**DATA PROVIDED**
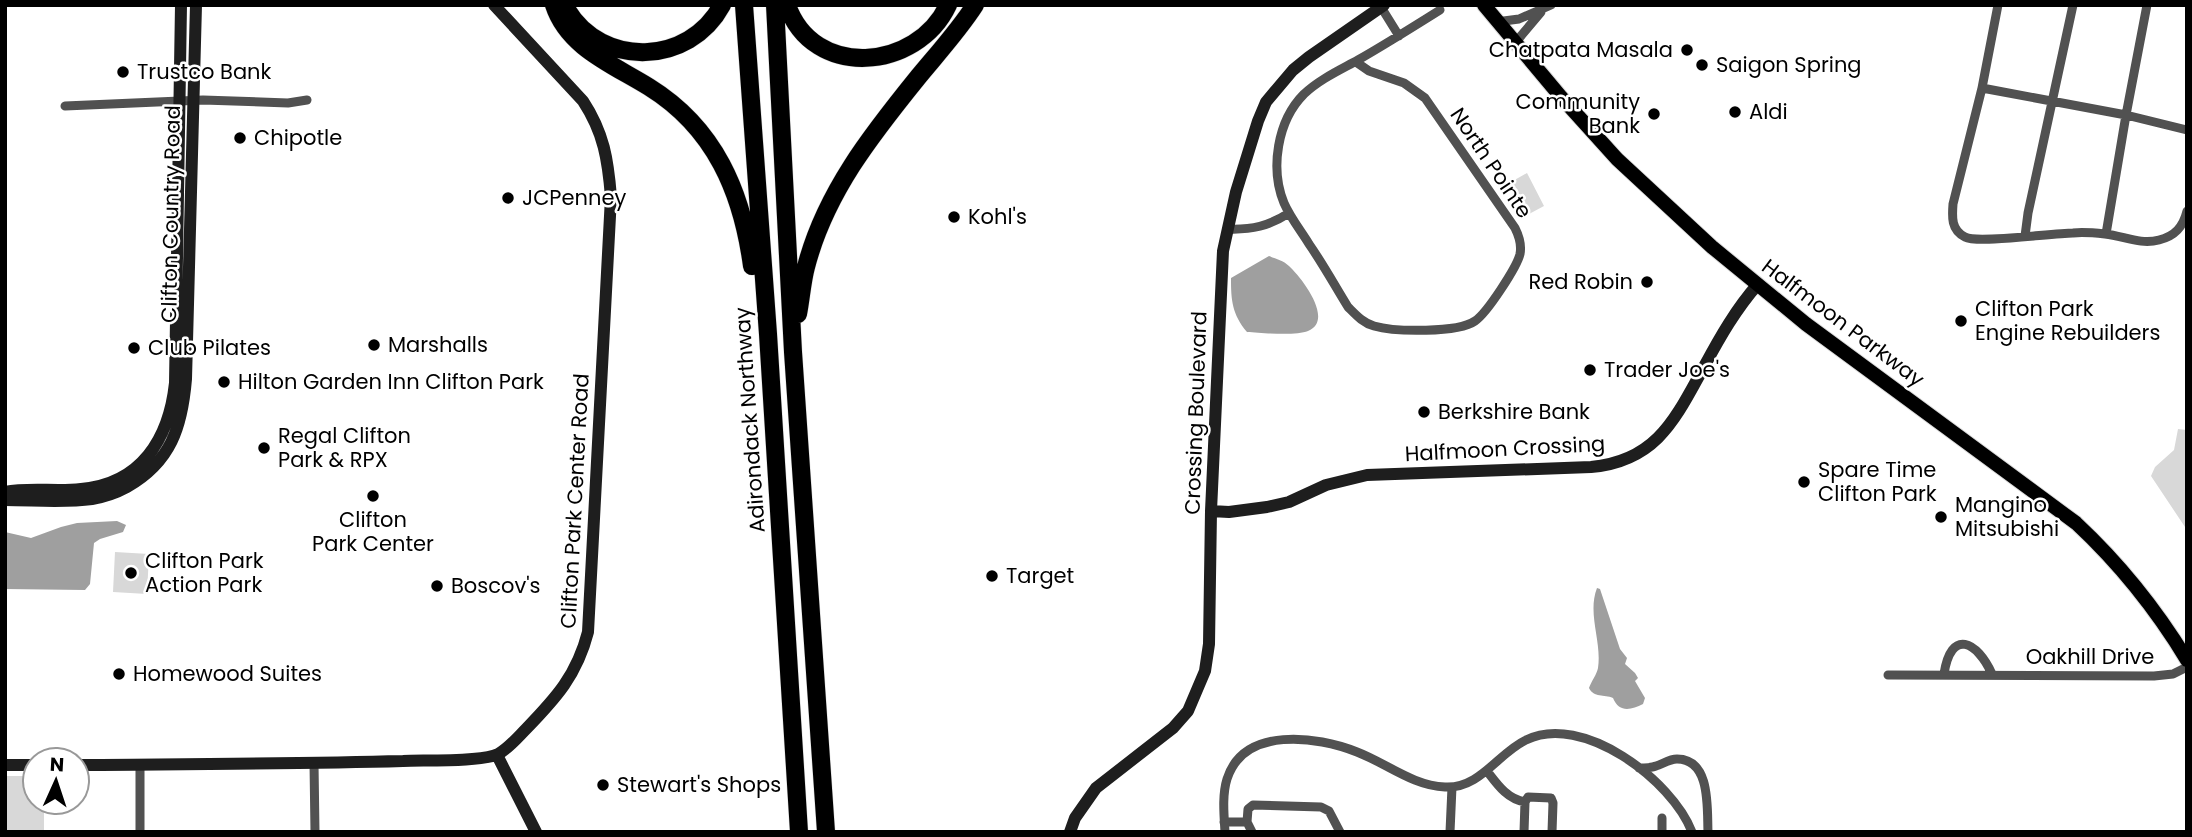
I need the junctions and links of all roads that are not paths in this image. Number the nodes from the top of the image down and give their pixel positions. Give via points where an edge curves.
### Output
1 (181, 5) edge
2 (196, 5) edge
3 (494, 5) edge
4 (722, 5) edge
5 (744, 5) edge
6 (775, 5) edge
7 (787, 5) edge
8 (948, 5) edge
9 (975, 5) edge
10 (1484, 5) edge
11 (1998, 5) edge
12 (2073, 5) edge
13 (2147, 5) edge
14 (1382, 6) edge
15 (1548, 7) edge
16 (557, 8) edge
17 (1440, 10) dead end
18 (1496, 22) junction
19 (1399, 36) junction
20 (1515, 43) junction
21 (1356, 62) junction
22 (1982, 89) junction
23 (307, 100) dead end
24 (187, 102) junction
25 (2053, 103) junction
26 (65, 106) dead end
27 (2126, 115) junction
28 (2187, 130) edge
29 (2187, 211) edge
30 (1289, 213) junction
31 (1227, 229) junction
32 (2106, 234) junction
33 (2025, 236) junction
34 (1758, 284) junction
35 (768, 334) junction
36 (793, 352) junction
37 (5, 492) edge
38 (5, 500) edge
39 (1211, 511) junction
40 (2187, 660) edge
41 (2187, 667) edge
42 (1944, 674) junction
43 (1992, 674) junction
44 (1888, 675) dead end
45 (497, 755) junction
46 (314, 763) junction
47 (91, 765) edge
48 (140, 765) junction
49 (1639, 768) junction
50 (1487, 771) junction
51 (1452, 788) junction
52 (1525, 802) junction
53 (1662, 818) dead end
54 (1247, 822) junction
55 (1225, 827) edge
56 (140, 832) edge
57 (315, 832) edge
58 (536, 832) edge
59 (799, 832) edge
60 (826, 832) edge
61 (1070, 832) edge
62 (1252, 832) edge
63 (1340, 832) edge
64 (1450, 832) edge
65 (1524, 832) edge
66 (1552, 832) edge
67 (1662, 832) edge
68 (1692, 832) edge
69 (1708, 832) edge

1 - 24 street, Clifton Country Road
2 - 24 street, Clifton Country Road
3 - 45 street, Clifton Park Center Road via 595,119 608,162 611,197 588,632 563,689
4 - 16 highway via 698,34 650,54 610,47
5 - 35 highway, Adirondack Northway
6 - 36 highway
7 - 8 highway via 796,24 813,40 853,58 884,57 919,42
9 - 36 highway via 872,137 822,218 805,269
10 - 18 main road, Halfmoon Parkway
11 - 22 street
12 - 25 street
13 - 27 street
14 - 19 street
14 - 31 street, Crossing Boulevard via 1293,70 1266,102
15 - 18 street
15 - 20 street
16 - 35 highway via 576,41 672,103 702,133 719,159 738,199 748,235 755,294
17 - 19 street, North Pointe
18 - 20 main road, Halfmoon Parkway
19 - 21 street, North Pointe
20 - 34 main road, Halfmoon Parkway via 1617,159
21 - 30 street, North Pointe via 1304,94 1286,121 1276,174
21 - 30 street, North Pointe via 1416,90 1434,109 1516,228 1521,240 1517,263 1477,320 1466,325 1407,330 1374,326 1348,307
22 - 25 street
22 - 33 street via 1953,204 1953,223 1970,239
23 - 24 street
24 - 26 street
24 - 37 street, Clifton Country Road via 175,383 163,435 138,467 102,486
24 - 38 street, Clifton Country Road via 186,379 177,431 153,469 114,493 92,499
25 - 27 street
25 - 33 street
27 - 28 street
27 - 32 street
29 - 32 street via 2177,232 2161,240 2144,242
30 - 31 street via 1265,226
31 - 39 street, Crossing Boulevard
32 - 33 street
34 - 39 street, Halfmoon Crossing via 1721,337 1670,426 1625,460 1591,467 1367,475 1267,508
34 - 40 main road, Halfmoon Parkway via 2076,523 2149,602
35 - 59 highway, Adirondack Northway
36 - 60 highway
39 - 61 street, Crossing Boulevard via 1209,644 1196,697 1173,728 1096,789
41 - 43 street, Oakhill Drive via 2154,676
42 - 43 street, Oakhill Drive
42 - 43 street via 1950,652 1958,645 1970,646 1980,654
42 - 44 street, Oakhill Drive
45 - 46 street
45 - 58 street
46 - 48 street
46 - 57 street
47 - 48 street
48 - 56 street
49 - 50 street via 1578,735 1551,733 1524,740
49 - 68 street via 1669,796
49 - 69 street via 1677,759 1699,769
50 - 51 street
50 - 52 street via 1510,797
51 - 55 street via 1410,778 1348,748 1283,739 1249,750 1235,762 1225,789
51 - 64 street
52 - 65 street
52 - 66 street via 1528,797 1552,798
53 - 67 street
54 - 55 street
54 - 62 street
54 - 63 street via 1253,805 1321,807 1329,811

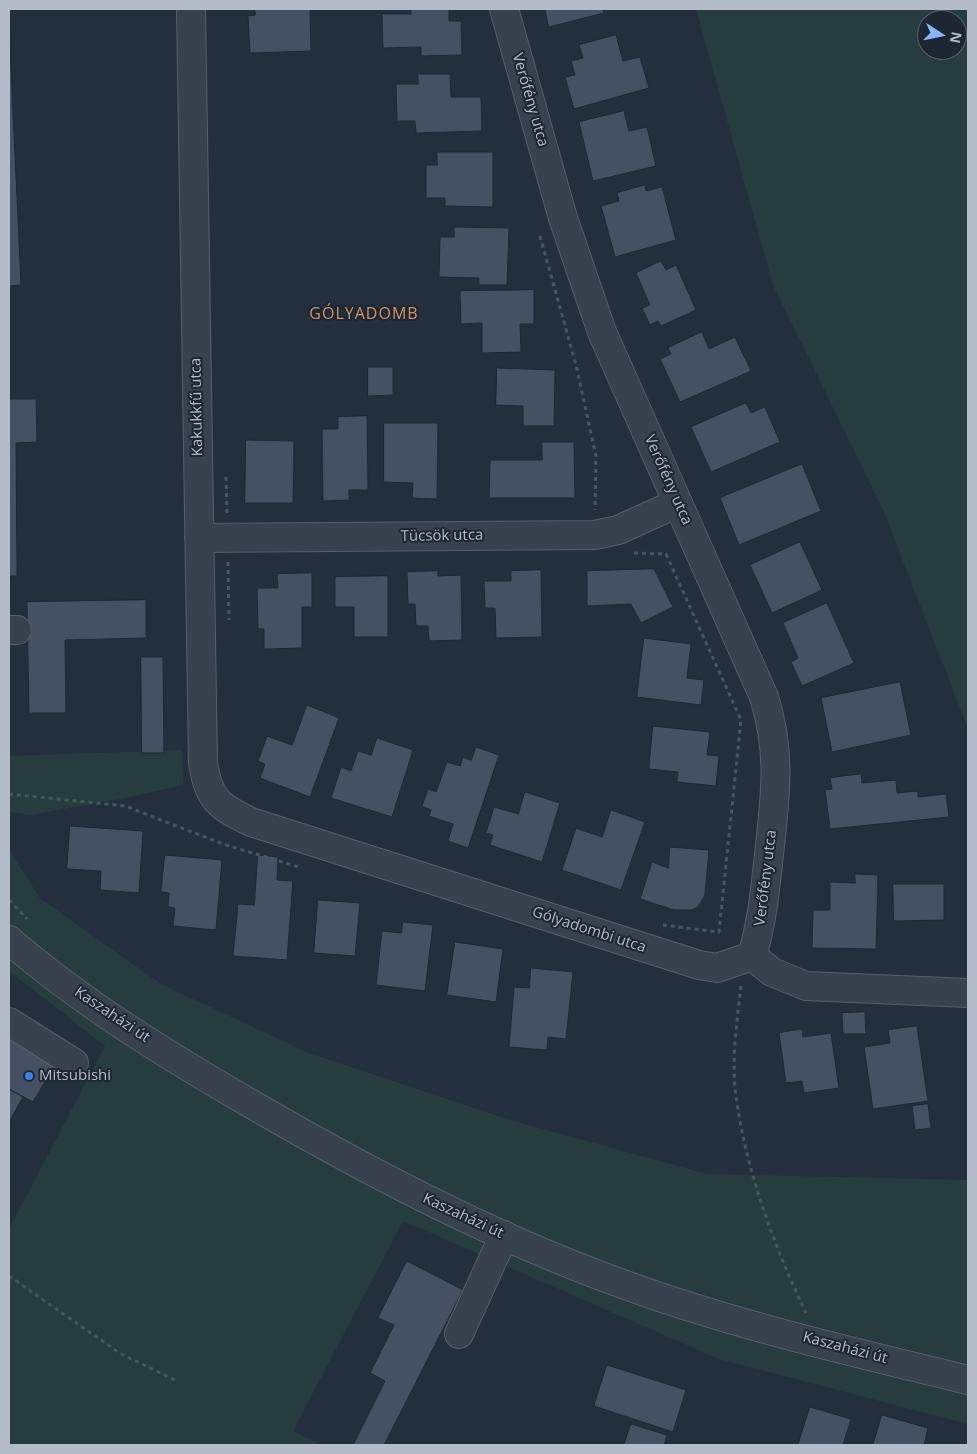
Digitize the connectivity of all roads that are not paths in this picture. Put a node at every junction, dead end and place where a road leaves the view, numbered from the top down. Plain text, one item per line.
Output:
1 (192, 9) edge
2 (504, 9) edge
3 (678, 503) junction
4 (199, 538) junction
5 (217, 802) joint
6 (9, 940) edge
7 (752, 956) junction
8 (968, 993) edge
9 (9, 1022) edge
10 (74, 1063) dead end
11 (504, 1235) junction
12 (459, 1334) dead end
13 (968, 1380) edge

1 - 4 street, Kakukkfű utca
2 - 3 street, Verőfény utca
3 - 4 street, Tücsök utca
3 - 7 street, Verőfény utca
4 - 5 street, Kakukkfű utca
5 - 7 street, Gólyadombi utca
6 - 11 street, Kaszaházi út
7 - 8 street
9 - 10 street
11 - 12 street
11 - 13 street, Kaszaházi út

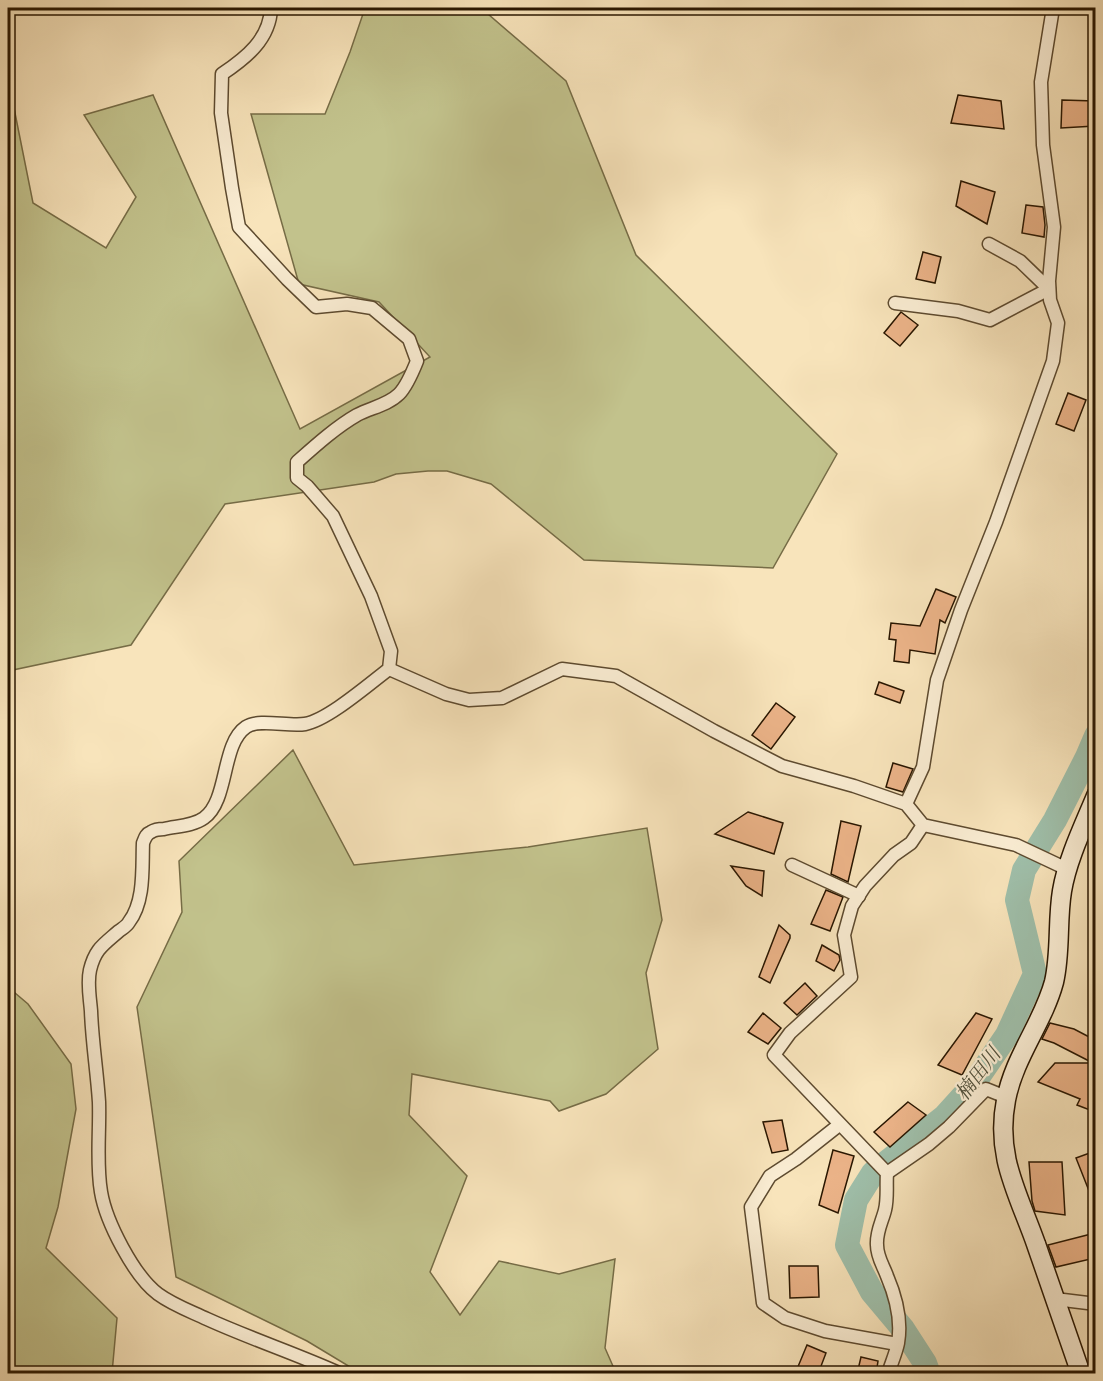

**WORK TASK**
Apart from the images, every line above is to be given again exactly.

**PROBLEM SOLUTION**
I need the junctions and links of all roads that are not paths in this image. Number the nodes from the top of the image down and give their pixel positions. Give via points where an edge curves.
### Output
1 (181, 5) edge
2 (196, 5) edge
3 (494, 5) edge
4 (722, 5) edge
5 (744, 5) edge
6 (775, 5) edge
7 (787, 5) edge
8 (948, 5) edge
9 (975, 5) edge
10 (1484, 5) edge
11 (1998, 5) edge
12 (2073, 5) edge
13 (2147, 5) edge
14 (1382, 6) edge
15 (1548, 7) edge
16 (557, 8) edge
17 (1440, 10) dead end
18 (1496, 22) junction
19 (1399, 36) junction
20 (1515, 43) junction
21 (1356, 62) junction
22 (1982, 89) junction
23 (307, 100) dead end
24 (187, 102) junction
25 (2053, 103) junction
26 (65, 106) dead end
27 (2126, 115) junction
28 (2187, 130) edge
29 (2187, 211) edge
30 (1289, 213) junction
31 (1227, 229) junction
32 (2106, 234) junction
33 (2025, 236) junction
34 (1758, 284) junction
35 (768, 334) junction
36 (793, 352) junction
37 (5, 492) edge
38 (5, 500) edge
39 (1211, 511) junction
40 (2187, 660) edge
41 (2187, 667) edge
42 (1944, 674) junction
43 (1992, 674) junction
44 (1888, 675) dead end
45 (497, 755) junction
46 (314, 763) junction
47 (91, 765) edge
48 (140, 765) junction
49 (1639, 768) junction
50 (1487, 771) junction
51 (1452, 788) junction
52 (1525, 802) junction
53 (1662, 818) dead end
54 (1247, 822) junction
55 (1225, 827) edge
56 (140, 832) edge
57 (315, 832) edge
58 (536, 832) edge
59 (799, 832) edge
60 (826, 832) edge
61 (1070, 832) edge
62 (1252, 832) edge
63 (1340, 832) edge
64 (1450, 832) edge
65 (1524, 832) edge
66 (1552, 832) edge
67 (1662, 832) edge
68 (1692, 832) edge
69 (1708, 832) edge

1 - 24 street, Clifton Country Road
2 - 24 street, Clifton Country Road
3 - 45 street, Clifton Park Center Road via 595,119 608,162 611,197 588,632 563,689
4 - 16 highway via 698,34 650,54 610,47
5 - 35 highway, Adirondack Northway
6 - 36 highway
7 - 8 highway via 796,24 813,40 853,58 884,57 919,42
9 - 36 highway via 872,137 822,218 805,269
10 - 18 main road, Halfmoon Parkway
11 - 22 street
12 - 25 street
13 - 27 street
14 - 19 street
14 - 31 street, Crossing Boulevard via 1293,70 1266,102
15 - 18 street
15 - 20 street
16 - 35 highway via 576,41 672,103 702,133 719,159 738,199 748,235 755,294
17 - 19 street, North Pointe
18 - 20 main road, Halfmoon Parkway
19 - 21 street, North Pointe
20 - 34 main road, Halfmoon Parkway via 1617,159
21 - 30 street, North Pointe via 1304,94 1286,121 1276,174
21 - 30 street, North Pointe via 1416,90 1434,109 1516,228 1521,240 1517,263 1477,320 1466,325 1407,330 1374,326 1348,307
22 - 25 street
22 - 33 street via 1953,204 1953,223 1970,239
23 - 24 street
24 - 26 street
24 - 37 street, Clifton Country Road via 175,383 163,435 138,467 102,486
24 - 38 street, Clifton Country Road via 186,379 177,431 153,469 114,493 92,499
25 - 27 street
25 - 33 street
27 - 28 street
27 - 32 street
29 - 32 street via 2177,232 2161,240 2144,242
30 - 31 street via 1265,226
31 - 39 street, Crossing Boulevard
32 - 33 street
34 - 39 street, Halfmoon Crossing via 1721,337 1670,426 1625,460 1591,467 1367,475 1267,508
34 - 40 main road, Halfmoon Parkway via 2076,523 2149,602
35 - 59 highway, Adirondack Northway
36 - 60 highway
39 - 61 street, Crossing Boulevard via 1209,644 1196,697 1173,728 1096,789
41 - 43 street, Oakhill Drive via 2154,676
42 - 43 street, Oakhill Drive
42 - 43 street via 1950,652 1958,645 1970,646 1980,654
42 - 44 street, Oakhill Drive
45 - 46 street
45 - 58 street
46 - 48 street
46 - 57 street
47 - 48 street
48 - 56 street
49 - 50 street via 1578,735 1551,733 1524,740
49 - 68 street via 1669,796
49 - 69 street via 1677,759 1699,769
50 - 51 street
50 - 52 street via 1510,797
51 - 55 street via 1410,778 1348,748 1283,739 1249,750 1235,762 1225,789
51 - 64 street
52 - 65 street
52 - 66 street via 1528,797 1552,798
53 - 67 street
54 - 55 street
54 - 62 street
54 - 63 street via 1253,805 1321,807 1329,811

Digitize the connectivity of all roads that are not paths in this picture. Put a node at every junction, dead end and place where a road leaves the view, numbered from the top down. Plain text, one item per line.
Output:
1 (192, 9) edge
2 (504, 9) edge
3 (678, 503) junction
4 (199, 538) junction
5 (217, 802) joint
6 (9, 940) edge
7 (752, 956) junction
8 (968, 993) edge
9 (9, 1022) edge
10 (74, 1063) dead end
11 (504, 1235) junction
12 (459, 1334) dead end
13 (968, 1380) edge

1 - 4 street, Kakukkfű utca
2 - 3 street, Verőfény utca
3 - 4 street, Tücsök utca
3 - 7 street, Verőfény utca
4 - 5 street, Kakukkfű utca
5 - 7 street, Gólyadombi utca
6 - 11 street, Kaszaházi út
7 - 8 street
9 - 10 street
11 - 12 street
11 - 13 street, Kaszaházi út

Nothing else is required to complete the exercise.